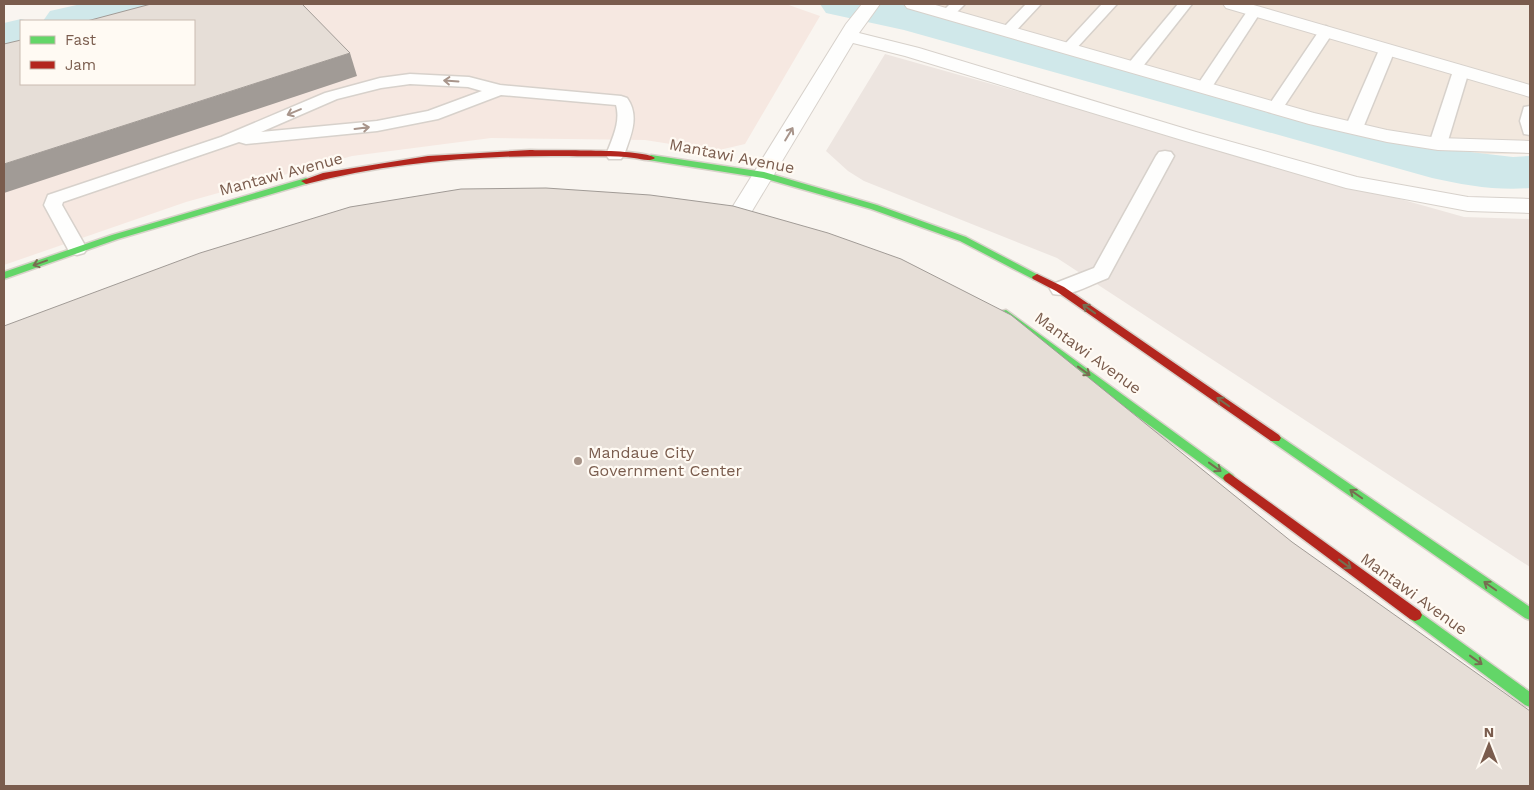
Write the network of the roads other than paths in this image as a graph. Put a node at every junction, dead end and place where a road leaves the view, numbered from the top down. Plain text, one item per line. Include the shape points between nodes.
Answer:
1 (871, 4) edge
2 (913, 4) edge
3 (1034, 4) edge
4 (1110, 4) edge
5 (1185, 4) edge
6 (1232, 4) edge
7 (953, 8) edge
8 (1255, 10) junction
9 (852, 30) junction
10 (1008, 30) junction
11 (1326, 31) junction
12 (1069, 48) junction
13 (1387, 50) junction
14 (1134, 67) junction
15 (1461, 71) junction
16 (1204, 87) junction
17 (499, 90) junction
18 (1530, 91) edge
19 (1274, 108) junction
20 (1530, 111) edge
21 (1354, 128) junction
22 (1530, 130) edge
23 (227, 140) junction
24 (1438, 144) junction
25 (1530, 147) edge
26 (616, 155) junction
27 (1165, 156) dead end
28 (764, 175) junction
29 (1530, 206) edge
30 (741, 212) edge
31 (77, 249) junction
32 (4, 276) edge
33 (1060, 289) junction
34 (1000, 318) edge
35 (1530, 614) edge
36 (1530, 700) edge

1 - 9 street
2 - 7 street
3 - 10 lane
4 - 12 lane
5 - 14 lane
6 - 8 street
7 - 10 street
8 - 11 street
8 - 16 lane
28 -> 9 street
9 - 29 street via 912,52 1354,183 1468,204
10 - 12 street
11 - 13 street
11 - 19 lane
12 - 14 street
13 - 15 street
13 - 21 lane
14 - 16 street
15 - 18 street
15 - 24 lane
16 - 19 street
23 -> 17 lane via 377,126 432,115
17 -> 23 lane via 469,82 410,79 380,83 331,96
17 - 26 lane via 621,101 626,109
19 - 21 street
20 - 22 lane
21 - 24 street
23 - 31 lane via 55,200 53,205
24 - 25 street
26 - 28 street, Mantawi Avenue
26 - 31 street, Mantawi Avenue via 496,154 428,159 323,176
27 - 33 lane via 1101,273
28 - 30 street
28 - 33 street, Mantawi Avenue via 874,206 963,239
31 -> 32 street, Mantawi Avenue
35 -> 33 street, Mantawi Avenue
34 -> 36 street, Mantawi Avenue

▸ **Exercise directions**:
Search the data for "dead". Copy each line that has it.

▸ **Your response**:
Write the network of the roads other than paths in this image as a graph. Put a node at every junction, dead end and place where a road leaves the view, numbered from the top down. Plain text, one item per line. Include the shape points between nodes.
27 (1165, 156) dead end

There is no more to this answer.